Lack of office supply driving POGOs outside MM — JLL

Catherine Talavera - The Philippine Star

MANILA, Philippines — Strong office space take-up by Philippine offshore gaming operators or POGOs is seen to continue this year, as these firms are projected to expand outside Metro Manila due to tight supply, Jones Lang Lasalle Philippines said.

“We think online gaming will continue to maintain its momentum in 2020,” JLL Philippines head of research Janlo de los Reyes said.

“If we’re going to look now, a lot of POGOs are moving outside Metro Manila. It’s not because they’re required to leave Metro Manila, it’s because of the lack of available space,” he said.

De los Reyes said the size requirements of POGO firms are similar to that of business process outsourcing (BPO) companies, which range from 5,000 to 20,000 square meters.

He identified Cavite, Laguna, Clark and Cebu City as some of the areas POGO firms are setting their sights on.

Apart from supply constraints, another factor driving POGOs to locate outside Metro Manila is the policies of some local government units in banning POGOs from their cities and municipalities.

De los Reyes said the continued growth of the POGO market shows opportunities available for investors in the Philippine real estate market this year.

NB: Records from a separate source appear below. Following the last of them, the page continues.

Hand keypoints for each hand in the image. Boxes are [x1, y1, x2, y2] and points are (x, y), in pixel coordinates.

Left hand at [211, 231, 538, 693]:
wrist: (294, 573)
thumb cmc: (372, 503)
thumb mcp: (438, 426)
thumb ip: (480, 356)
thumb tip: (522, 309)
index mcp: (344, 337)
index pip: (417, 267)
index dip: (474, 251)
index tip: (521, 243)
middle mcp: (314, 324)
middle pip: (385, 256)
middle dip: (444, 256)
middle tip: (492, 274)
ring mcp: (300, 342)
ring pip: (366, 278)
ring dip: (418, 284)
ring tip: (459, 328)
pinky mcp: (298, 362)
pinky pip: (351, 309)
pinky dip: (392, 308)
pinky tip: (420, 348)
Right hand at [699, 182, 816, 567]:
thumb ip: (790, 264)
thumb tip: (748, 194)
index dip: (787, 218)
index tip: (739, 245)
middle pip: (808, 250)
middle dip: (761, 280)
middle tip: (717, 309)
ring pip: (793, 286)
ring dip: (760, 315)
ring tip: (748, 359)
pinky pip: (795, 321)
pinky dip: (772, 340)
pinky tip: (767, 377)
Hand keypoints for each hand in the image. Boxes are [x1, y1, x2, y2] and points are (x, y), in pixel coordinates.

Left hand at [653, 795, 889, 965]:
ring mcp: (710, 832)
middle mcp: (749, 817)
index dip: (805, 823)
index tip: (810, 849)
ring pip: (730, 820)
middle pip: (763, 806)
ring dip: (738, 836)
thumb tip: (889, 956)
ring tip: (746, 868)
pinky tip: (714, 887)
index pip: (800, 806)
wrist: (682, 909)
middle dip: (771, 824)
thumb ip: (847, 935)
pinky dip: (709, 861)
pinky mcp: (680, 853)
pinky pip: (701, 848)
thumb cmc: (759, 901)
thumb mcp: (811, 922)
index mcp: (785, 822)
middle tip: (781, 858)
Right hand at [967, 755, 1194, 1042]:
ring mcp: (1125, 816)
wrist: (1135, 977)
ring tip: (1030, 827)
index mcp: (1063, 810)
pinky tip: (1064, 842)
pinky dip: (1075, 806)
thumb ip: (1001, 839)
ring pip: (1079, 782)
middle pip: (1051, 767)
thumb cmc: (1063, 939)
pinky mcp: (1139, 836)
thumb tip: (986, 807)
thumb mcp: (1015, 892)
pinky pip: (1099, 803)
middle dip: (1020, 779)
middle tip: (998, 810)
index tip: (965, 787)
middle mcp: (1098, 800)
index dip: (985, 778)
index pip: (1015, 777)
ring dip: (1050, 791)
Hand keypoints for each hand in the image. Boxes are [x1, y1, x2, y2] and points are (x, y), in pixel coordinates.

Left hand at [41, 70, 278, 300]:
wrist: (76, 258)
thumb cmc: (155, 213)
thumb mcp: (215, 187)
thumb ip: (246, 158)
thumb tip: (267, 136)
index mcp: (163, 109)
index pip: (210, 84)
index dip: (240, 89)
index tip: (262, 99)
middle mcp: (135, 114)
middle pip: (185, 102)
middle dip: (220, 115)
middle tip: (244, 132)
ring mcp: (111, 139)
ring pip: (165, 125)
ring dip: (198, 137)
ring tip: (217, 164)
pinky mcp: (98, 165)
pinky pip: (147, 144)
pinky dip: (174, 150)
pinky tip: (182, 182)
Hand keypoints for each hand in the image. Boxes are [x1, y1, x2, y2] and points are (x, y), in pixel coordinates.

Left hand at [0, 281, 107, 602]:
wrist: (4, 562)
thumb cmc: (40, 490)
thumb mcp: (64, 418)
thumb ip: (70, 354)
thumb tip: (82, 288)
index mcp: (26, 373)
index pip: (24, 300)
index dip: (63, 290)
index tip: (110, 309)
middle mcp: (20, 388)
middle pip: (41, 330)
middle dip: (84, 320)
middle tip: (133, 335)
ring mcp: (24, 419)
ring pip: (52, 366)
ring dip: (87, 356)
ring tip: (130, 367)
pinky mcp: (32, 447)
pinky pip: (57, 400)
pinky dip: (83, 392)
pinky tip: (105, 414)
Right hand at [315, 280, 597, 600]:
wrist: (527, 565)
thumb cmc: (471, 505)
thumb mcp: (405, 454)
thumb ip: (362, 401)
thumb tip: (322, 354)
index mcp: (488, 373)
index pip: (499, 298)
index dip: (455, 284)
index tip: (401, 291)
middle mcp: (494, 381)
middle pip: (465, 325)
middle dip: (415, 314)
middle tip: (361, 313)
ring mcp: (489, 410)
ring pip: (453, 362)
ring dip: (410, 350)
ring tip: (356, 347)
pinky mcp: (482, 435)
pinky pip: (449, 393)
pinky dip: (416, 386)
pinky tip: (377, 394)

“For 2020, there’s a lot of opportunities in the Philippines. For office, I think we’re still relatively cheap in terms of the rent. You have a POGO market, we’re seeing demand from that side. The BPOs are also there, although they’re quite slow than the POGOs,” De los Reyes said.

JLL named the Philippines, particularly Manila, as among the most dynamic cities, as it ranked 8th in its global City Momentum Index.

Manila rose to eight spot this year from 12th last year.

In terms of real estate, Manila ranked 48th, with prime rental growth of +3.8 percent average for 2020-2022, ranking 19th globally; office net absorption registered at 7.3 percent of stock, ranking 14th globally; and hotel construction of 15.6 percent of stock, also ranking 14th globally.

Asian cities dominated the 130-country index, which combines socio-economic and commercial property metrics. These cities include Ho Chi Minh, Shanghai and Mumbai.

Moreover, apart from the office market, De los Reyes cited optimism for other property segments such as the residential and industrial markets.

“For residential, again we’re also cheaper than other markets still,” De los Reyes said.

Despite being cheaper than other markets, JLL reported that residential prices have been growing at a record high, posting annual average growth of 8.6 percent between 2008 and 2019.

“Again, I will be selective in terms of the product or the segment you’re investing in. I would stay still the luxury would be a good bet,” De los Reyes said when asked of which residential segment it would be best to invest in this year.

“For industrial, I think it’s a heavily underserved market. If you’re going to look across markets, a lot of the different markets across the globe are actually looking at industrial business as their bright spot and we have headwinds from Hong Kong. Majority is being funneled to Singapore, but we can also expect a bit growth capture from that area,” he said.